> [WHAT THIS TASK INVOLVES]
Please write out every record exactly, but keep any images out of it.
────────────────────────────────────────
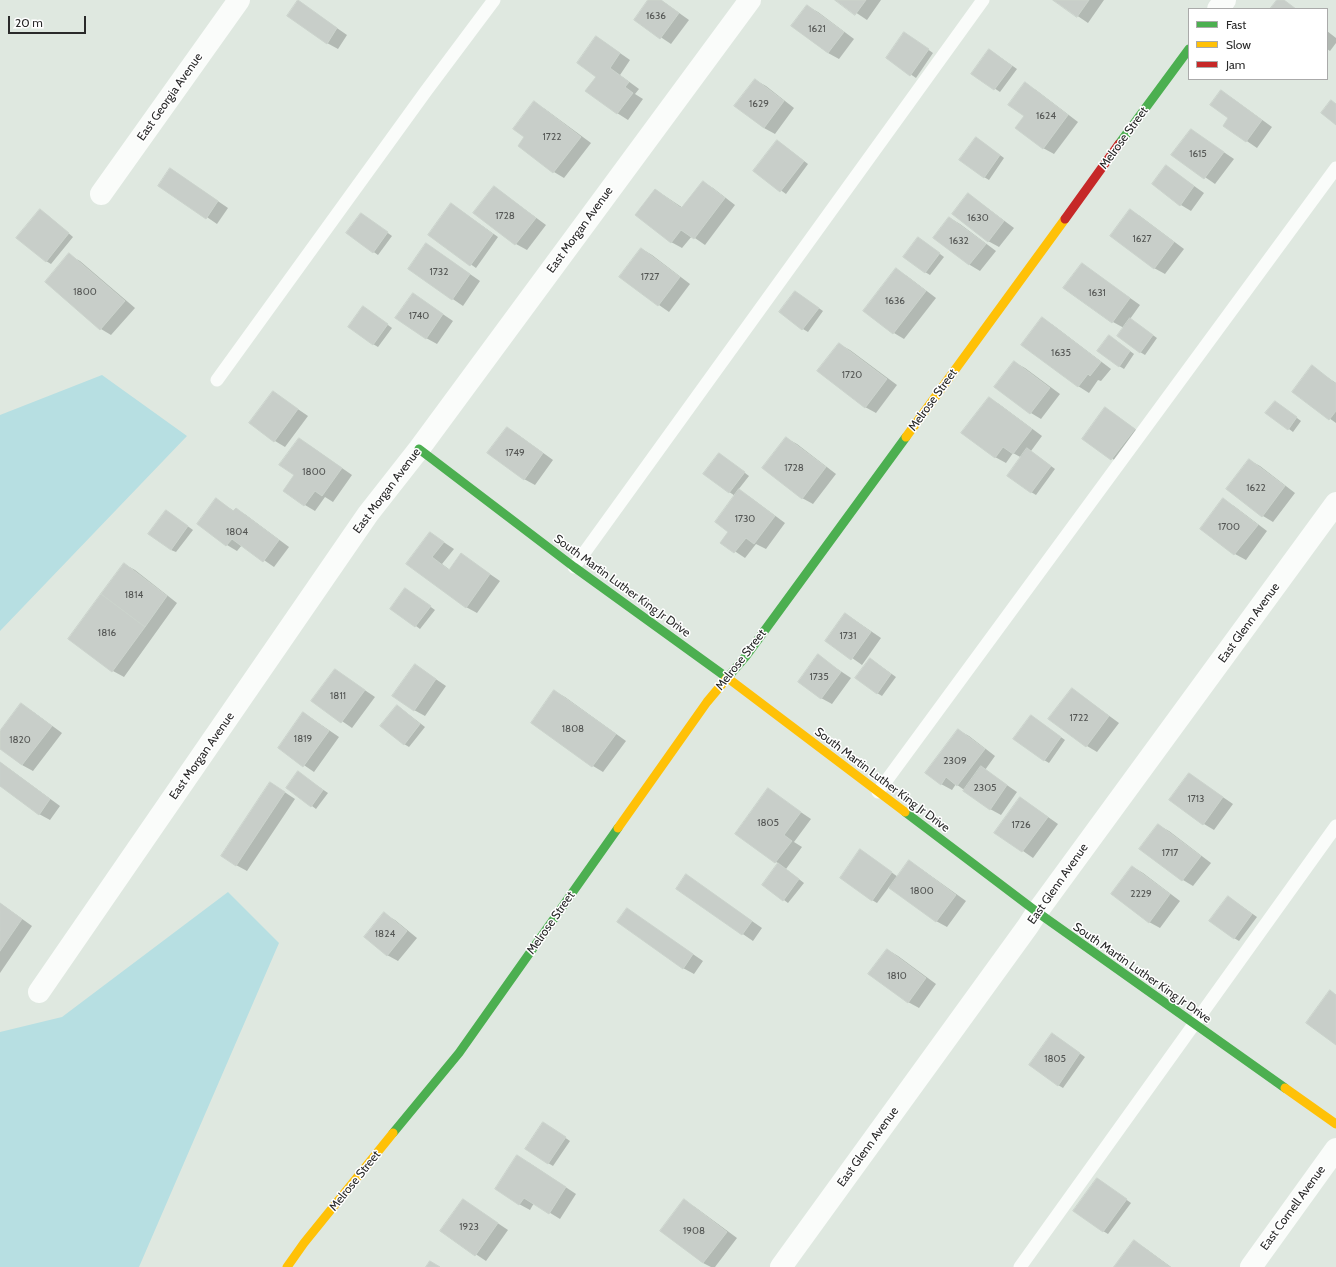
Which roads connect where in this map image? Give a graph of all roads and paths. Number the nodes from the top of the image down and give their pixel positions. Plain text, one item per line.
1 (239, 0) edge
2 (494, 0) edge
3 (750, 0) edge
4 (983, 0) edge
5 (1225, 0) edge
6 (1219, 8) edge
7 (1188, 50) edge
8 (1336, 168) edge
9 (101, 194) dead end
10 (217, 380) dead end
11 (418, 449) junction
12 (1336, 503) edge
13 (574, 567) junction
14 (728, 678) junction
15 (878, 792) junction
16 (1336, 826) edge
17 (1037, 912) junction
18 (39, 992) dead end
19 (1193, 1024) junction
20 (1336, 1124) edge
21 (1336, 1149) edge
22 (287, 1267) edge
23 (781, 1267) edge
24 (1020, 1267) edge
25 (1251, 1267) edge

1 - 9 street, East Georgia Avenue
2 - 10 lane
3 - 11 street, East Morgan Avenue
4 - 13 lane
5 - 6 street
7 - 14 street, Melrose Street
8 - 15 lane
11 - 13 street, South Martin Luther King Jr Drive
11 - 18 street, East Morgan Avenue
12 - 17 street, East Glenn Avenue
13 - 14 street, South Martin Luther King Jr Drive
14 - 15 street, South Martin Luther King Jr Drive
14 - 22 street, Melrose Street
15 - 17 street, South Martin Luther King Jr Drive
16 - 19 lane
17 - 19 street, South Martin Luther King Jr Drive
17 - 23 street, East Glenn Avenue
19 - 20 street, South Martin Luther King Jr Drive
19 - 24 lane
21 - 25 street, East Cornell Avenue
────────────────────────────────────────
> [RESPONSE]
Which roads connect where in this map image? Give a graph of all roads and paths. Number the nodes from the top of the image down and give their pixel positions. Plain text, one item per line.
1 (239, 0) edge
2 (494, 0) edge
3 (750, 0) edge
4 (983, 0) edge
5 (1225, 0) edge
6 (1219, 8) edge
7 (1188, 50) edge
8 (1336, 168) edge
9 (101, 194) dead end
10 (217, 380) dead end
11 (418, 449) junction
12 (1336, 503) edge
13 (574, 567) junction
14 (728, 678) junction
15 (878, 792) junction
16 (1336, 826) edge
17 (1037, 912) junction
18 (39, 992) dead end
19 (1193, 1024) junction
20 (1336, 1124) edge
21 (1336, 1149) edge
22 (287, 1267) edge
23 (781, 1267) edge
24 (1020, 1267) edge
25 (1251, 1267) edge

1 - 9 street, East Georgia Avenue
2 - 10 lane
3 - 11 street, East Morgan Avenue
4 - 13 lane
5 - 6 street
7 - 14 street, Melrose Street
8 - 15 lane
11 - 13 street, South Martin Luther King Jr Drive
11 - 18 street, East Morgan Avenue
12 - 17 street, East Glenn Avenue
13 - 14 street, South Martin Luther King Jr Drive
14 - 15 street, South Martin Luther King Jr Drive
14 - 22 street, Melrose Street
15 - 17 street, South Martin Luther King Jr Drive
16 - 19 lane
17 - 19 street, South Martin Luther King Jr Drive
17 - 23 street, East Glenn Avenue
19 - 20 street, South Martin Luther King Jr Drive
19 - 24 lane
21 - 25 street, East Cornell Avenue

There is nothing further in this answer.